---------- DATASET EXCERPTS ----------
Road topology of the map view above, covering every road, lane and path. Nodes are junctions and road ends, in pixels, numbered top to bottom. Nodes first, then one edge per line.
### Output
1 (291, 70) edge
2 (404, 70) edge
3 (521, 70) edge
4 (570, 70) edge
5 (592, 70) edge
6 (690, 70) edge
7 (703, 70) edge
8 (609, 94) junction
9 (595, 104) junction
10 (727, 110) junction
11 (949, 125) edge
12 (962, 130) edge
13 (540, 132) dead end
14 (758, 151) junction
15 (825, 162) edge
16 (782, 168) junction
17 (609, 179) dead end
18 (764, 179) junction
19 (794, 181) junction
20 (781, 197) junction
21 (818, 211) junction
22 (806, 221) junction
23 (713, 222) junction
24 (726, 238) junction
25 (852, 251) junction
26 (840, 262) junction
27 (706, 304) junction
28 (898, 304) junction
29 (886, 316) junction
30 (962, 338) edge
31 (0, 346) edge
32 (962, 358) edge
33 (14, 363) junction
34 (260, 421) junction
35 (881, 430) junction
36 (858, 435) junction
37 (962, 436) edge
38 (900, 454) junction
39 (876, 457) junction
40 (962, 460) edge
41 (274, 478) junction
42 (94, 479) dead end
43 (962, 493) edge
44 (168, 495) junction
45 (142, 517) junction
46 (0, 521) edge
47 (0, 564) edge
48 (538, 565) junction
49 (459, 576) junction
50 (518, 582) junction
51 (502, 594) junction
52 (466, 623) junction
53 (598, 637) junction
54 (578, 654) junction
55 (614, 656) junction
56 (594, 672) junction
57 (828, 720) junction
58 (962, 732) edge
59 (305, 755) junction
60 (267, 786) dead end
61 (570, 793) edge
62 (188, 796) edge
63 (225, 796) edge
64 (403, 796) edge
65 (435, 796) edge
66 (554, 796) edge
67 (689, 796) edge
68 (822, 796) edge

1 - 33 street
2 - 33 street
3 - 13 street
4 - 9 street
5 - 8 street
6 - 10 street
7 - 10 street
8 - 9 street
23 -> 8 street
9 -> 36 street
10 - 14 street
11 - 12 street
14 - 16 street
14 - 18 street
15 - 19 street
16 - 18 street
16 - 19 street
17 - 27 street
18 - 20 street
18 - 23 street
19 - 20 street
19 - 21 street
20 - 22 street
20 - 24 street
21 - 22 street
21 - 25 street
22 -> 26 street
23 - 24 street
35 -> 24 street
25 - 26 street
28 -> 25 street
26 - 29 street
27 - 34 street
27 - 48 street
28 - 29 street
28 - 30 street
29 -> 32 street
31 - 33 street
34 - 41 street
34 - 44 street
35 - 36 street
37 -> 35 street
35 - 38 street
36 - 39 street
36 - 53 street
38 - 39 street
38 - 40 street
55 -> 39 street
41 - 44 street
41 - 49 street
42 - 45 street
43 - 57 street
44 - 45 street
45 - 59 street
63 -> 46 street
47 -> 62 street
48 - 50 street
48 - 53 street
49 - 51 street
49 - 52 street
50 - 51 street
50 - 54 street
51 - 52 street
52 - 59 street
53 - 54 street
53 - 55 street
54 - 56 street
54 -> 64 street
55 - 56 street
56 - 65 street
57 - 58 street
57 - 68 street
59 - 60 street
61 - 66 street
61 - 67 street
----------
# [ABOUT THIS EXERCISE]
Every line in the material above that has the word "dead" should be copied.

# [ANSWER SECTION]
13 (540, 132) dead end
17 (609, 179) dead end
42 (94, 479) dead end
60 (267, 786) dead end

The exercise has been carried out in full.